Thanks for the reply, I hope it works out because the system sounds like a real problem solver for all of us that deal with white ink everyday.....as far as stagnant ink in the print head that would be the last place I'd want to see it especially in the nozzles! LOL! but I get the jest of what your saying and I'd guess if it's being circulated what would wind-up in the print head/nozzles would be less of a problem than what we are dealing with today.

Thanks again...

Ooops...sorry for hi-jacking the thread.


----------



## bornover (Apr 10, 2008)

PPop said:


> Thank you, but, The QUESTION is:
> 
> Is DTG ($7k used to $20k new, to $50k Kornit/Brother) good enough yet in quality and cost for a small clothing line,
> - vs an outside Screen Printer (@ $2 per shirt bagged and labeled + setup for new designs)
> ...


If you are going to be having enough shirts printed to get a $2 per shirt price, then I would go with contract screen printing (my opinion). DTG can certainly give you the quality, but it is not cost effective when compared to screen printing at any large quantity.

There is money to be made with DTG printing, but I am not sure a clothing line and trying to supply stores, even boutique type stores at lower quantities, is a great way to go. I am speaking from experience because that is exactly what I tried in the beginning.

Now I use my DTG to fulfill low quantity custom orders, to make prototypes for my own line, and to show customers a real garment in prototype form before we do a larger production run.


----------



## dragonknight (May 30, 2009)

The key factor to avoid white ink problem are make sure you have the right temperature and humidity level inside your working area. I don't have any problem even I don't use my machine in two weeks while I was in vacation.


----------



## PPop (Jan 18, 2009)

I've made a spreadsheet to compare:
a $7k used DTG, 
a $20k new DTG, 
My Current outside Printer, 
a slightly cheaper competitor, 
and buying a $7k used Silkscreen press...

I did this to compare print, machine, and setup costs for 4 different scenarios: 
- for 50 shirts, 
- 15 designs of 50 shirts=1500 shirts, 
- 300 shirts with no setup,
- 300 x 15= 4500 shirts, no setup.

I've reached a conclusion, but Before I finish it, I need to know how many you can easily print realistically per hour on say a HM1 and a Kornit or Brother all on Black T's?

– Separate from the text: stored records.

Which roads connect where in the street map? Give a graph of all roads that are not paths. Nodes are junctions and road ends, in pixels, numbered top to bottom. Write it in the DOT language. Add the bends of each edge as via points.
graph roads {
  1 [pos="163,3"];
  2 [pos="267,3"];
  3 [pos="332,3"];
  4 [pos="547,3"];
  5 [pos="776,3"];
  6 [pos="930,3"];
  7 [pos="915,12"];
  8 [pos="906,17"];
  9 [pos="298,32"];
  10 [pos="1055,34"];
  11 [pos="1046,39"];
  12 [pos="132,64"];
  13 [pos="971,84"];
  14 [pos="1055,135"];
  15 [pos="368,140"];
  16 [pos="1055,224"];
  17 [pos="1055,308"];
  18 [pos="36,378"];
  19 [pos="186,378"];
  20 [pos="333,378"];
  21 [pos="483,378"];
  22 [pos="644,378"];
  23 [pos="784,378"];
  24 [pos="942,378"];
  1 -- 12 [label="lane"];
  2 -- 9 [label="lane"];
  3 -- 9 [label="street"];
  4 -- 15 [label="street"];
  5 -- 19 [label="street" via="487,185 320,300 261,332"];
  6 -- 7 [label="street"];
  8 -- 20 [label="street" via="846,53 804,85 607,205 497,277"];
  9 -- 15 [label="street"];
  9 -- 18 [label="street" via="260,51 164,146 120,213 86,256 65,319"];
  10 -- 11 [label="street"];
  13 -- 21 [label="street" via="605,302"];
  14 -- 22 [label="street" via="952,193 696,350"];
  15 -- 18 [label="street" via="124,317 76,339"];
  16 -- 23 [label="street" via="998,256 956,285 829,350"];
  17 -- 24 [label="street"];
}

Or, how long would it take for the 50 Samples x 15 designs = 750 shirts DTG?

Also how many shirts per month on average can you print on 5-6-7 hours of day printing DTG?

Thank you.


----------



## bornover (Apr 10, 2008)

Using my T-Jet 2, one person doing all the work for dark shirts averages around 8 min. total a shirt for me. That includes these steps in this order: 
First pretreating a batch of shirts; pre-press, treat, cure press.
Then printing the same batch; loading and aligning on the board, printing, unloading, curing.
And finally; folding and boxing.

The T-Jet 2 takes five to six minuets of actual print time on average for me with the settings I use. Newer machines are faster though.


----------



## PPop (Jan 18, 2009)

OK, I've made a conclusion based on the bottom line of a spreadsheet I've made. The spreadsheet includes costs for the print, bagging, labeling, the lease on the machine, and setup costs.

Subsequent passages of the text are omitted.